The sculpture was created as a reaction to the situation that had existed in the venue of the Review. It turned out that a man had been living in the basement of the abandoned building of the Faculty of Pharmacy. Since Brzuzan often takes up the issue of hunger and survival in her works, it became unavoidable for her to confront her artistic approach with a real problem that occurred right in the building where the Review was to be held. Brzuzan’s installation consisted of three metal bars, made from aluminium, copper and steel respectively. In a way, it was a reference to historical ages, the last one of which was the age of iron. But of far greater importance was the real value of the metals. Raw materials, including metals, have always had the potential to become means of payment. Nowadays, although there are some new alloys like aluminium, the rule remains unchanged. Different metals have different values which, unlike other goods produced by industry and culture, do not depend on their age and condition. Whether in the form of a brand new product or seemingly useless waste, metals retain their intrinsic value. There have been many instances in history when gold cups were turned into coins, bells became cannons, and cannons – monuments.

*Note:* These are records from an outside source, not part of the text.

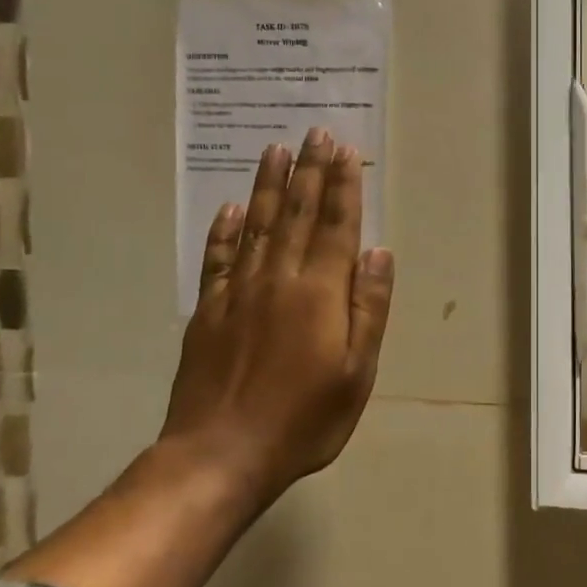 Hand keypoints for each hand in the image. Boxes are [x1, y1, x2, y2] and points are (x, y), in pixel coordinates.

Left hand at [160, 130, 394, 499]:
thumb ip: (368, 307)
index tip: (344, 150)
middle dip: (308, 171)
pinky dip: (223, 231)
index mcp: (319, 292)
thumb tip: (378, 252)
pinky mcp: (208, 311)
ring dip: (267, 186)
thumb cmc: (304, 418)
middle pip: (296, 214)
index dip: (342, 186)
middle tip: (314, 132)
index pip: (335, 226)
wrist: (221, 454)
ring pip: (255, 225)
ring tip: (274, 150)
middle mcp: (278, 279)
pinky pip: (217, 258)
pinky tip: (229, 209)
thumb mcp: (357, 372)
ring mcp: (238, 292) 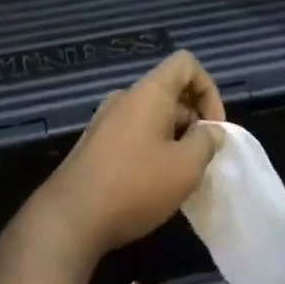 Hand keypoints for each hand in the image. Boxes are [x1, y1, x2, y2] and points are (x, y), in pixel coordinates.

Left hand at [23, 52, 225, 264]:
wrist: (71, 219)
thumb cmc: (135, 186)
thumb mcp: (186, 167)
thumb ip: (206, 142)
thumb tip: (210, 131)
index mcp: (148, 94)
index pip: (185, 64)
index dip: (209, 89)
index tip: (214, 128)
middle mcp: (124, 100)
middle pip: (170, 93)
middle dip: (194, 121)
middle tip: (203, 159)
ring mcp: (105, 122)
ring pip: (153, 117)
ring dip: (175, 139)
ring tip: (182, 176)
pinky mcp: (95, 146)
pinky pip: (134, 136)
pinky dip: (153, 151)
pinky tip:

This work was an attempt to transfer value: not directly by means of cash, but in a far more universal and straightforward way, one that does not depend upon social contract. The form of the installation, which triggered associations with minimal art, offered tacit encouragement to make such a transfer from the organisers’ budget, which determined the size of the metal bars, to the society.

[it seems somewhat inappropriate to suggest theft in a straightforward way].